Psychologically Minimal
I have probably found my own interpretation of minimal design.
In my life being an industrial designer, I was taught and trained to create beautiful products that achieve most of their values costing as little as possible.
In many situations, a minimal approach in product design could be very beneficial because it is sometimes easier to lower the cost, have a clean, sleek aesthetics, and convey its design language efficiently.
Above all of the benefits mentioned, I thought, there is a fundamental reason for being minimal, and that involves a lot of psychological factors.
Trust and Predictability
I used to hear about the essence of iPhone’s home button from Brian Merchant’s “The One Device: The Secret History of the iPhone”, about how Steve Jobs wanted the iPhone to have a permanent “back” button while a designer in the team Imran Chaudhri was trying to persuade Jobs that it was all about generating trust and predictability: one button that does the same thing every time you press it.
Vulnerability of Users
When I was watching Finch, a touching movie about an old man’s journey with his robot in the apocalypse, I started to analyze why could some simple movies be so moving. My temporary conclusion is that the audience think they have tasted or understood more than what the story and the acting convey. The minimal scenes are like keys that activate the richness of the audience’s life experience. Movies to the audiences are like products to the users.

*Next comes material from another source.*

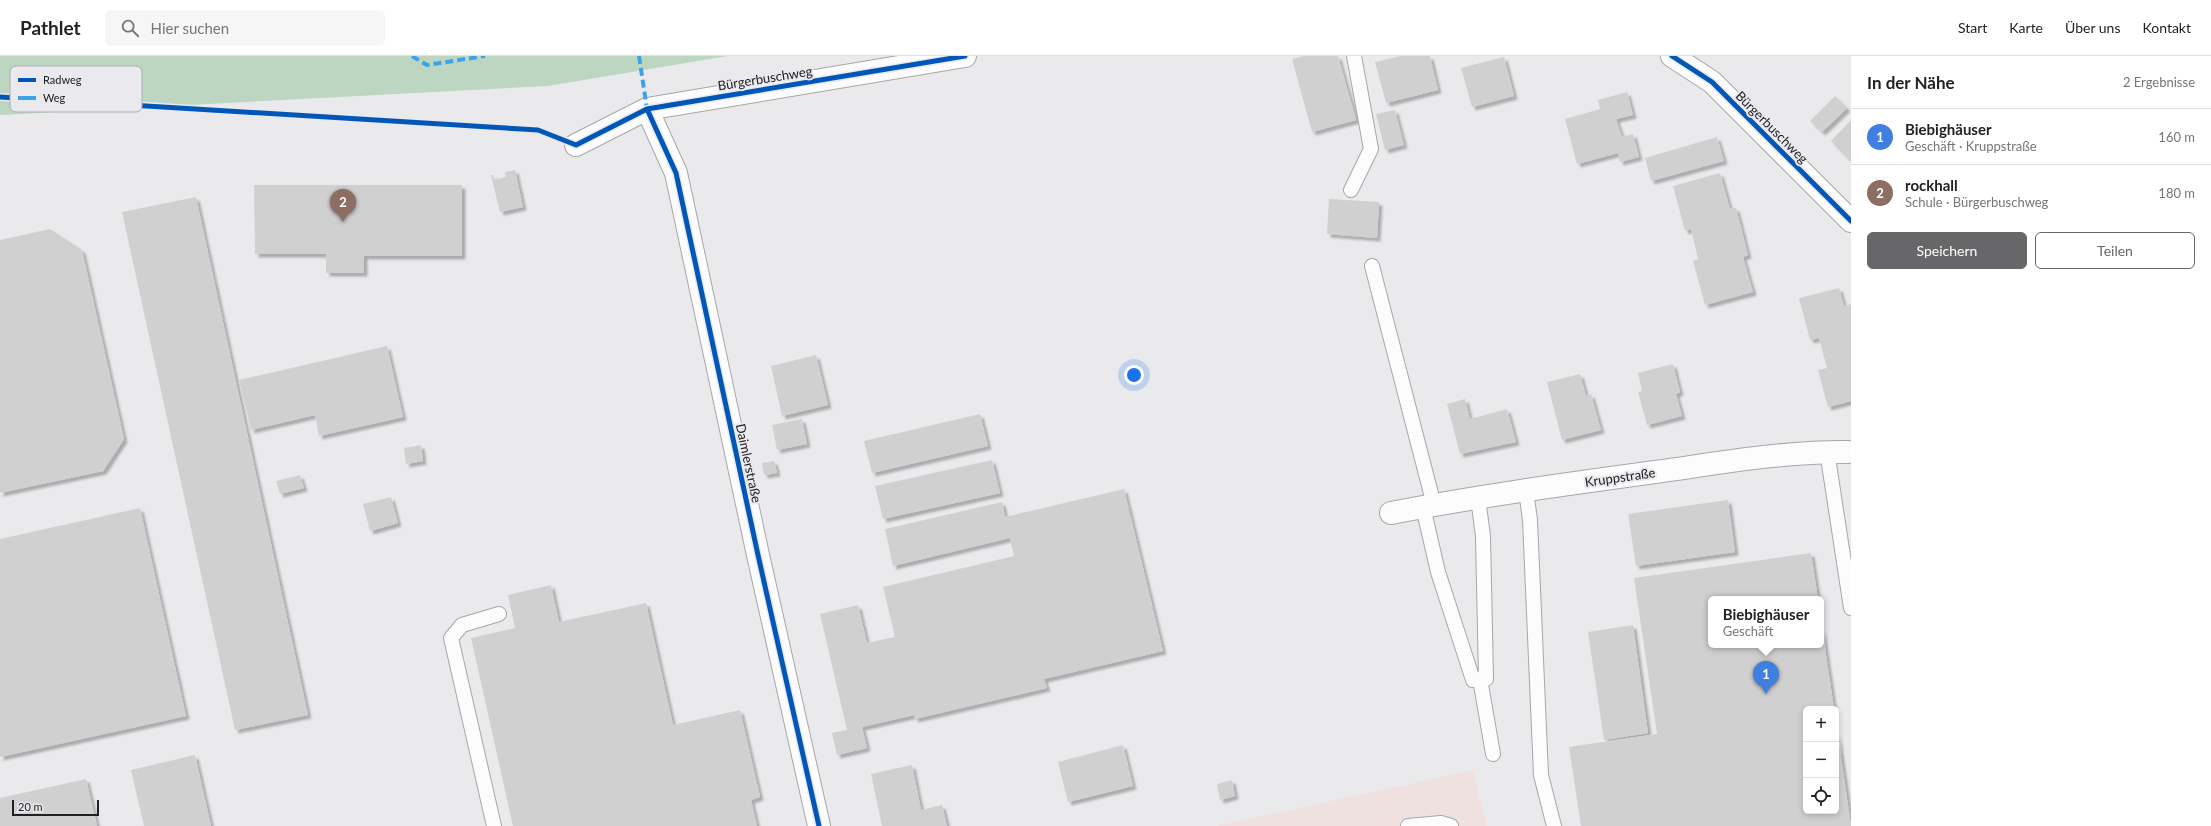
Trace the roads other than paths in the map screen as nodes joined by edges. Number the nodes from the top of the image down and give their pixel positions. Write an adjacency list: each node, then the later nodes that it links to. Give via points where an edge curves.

The goal is to design them to emotionally activate the audiences or the users.
My hypothesis is that the more the users think they understand about the details, the more fragile they could become, and the more fragile the users are, the easier it gets to emotionally activate them. But the designers need to be very careful not to make the product intentionally obvious, like the bad movies. The difficult part is to make it abstract and subtle enough while letting the users think they could taste, process, and understand all the details.
Overachieving Minimal
I was told by my previous boss about a story of Naoto Fukasawa:
“Naoto Fukasawa and his team was given about USD$475,000 worth of fee to design a water bottle. On the first presentation day, Fukasawa presented for 3 hours and at last he grabbed a marker and drew a rectangle with a line on the whiteboard, and that’s it.”
I don’t want to clarify the authenticity of this story, or to speculate the meaning behind Fukasawa’s sketch. I’m just throwing this story to you, and hoping that you could find something interesting or enlightening in it.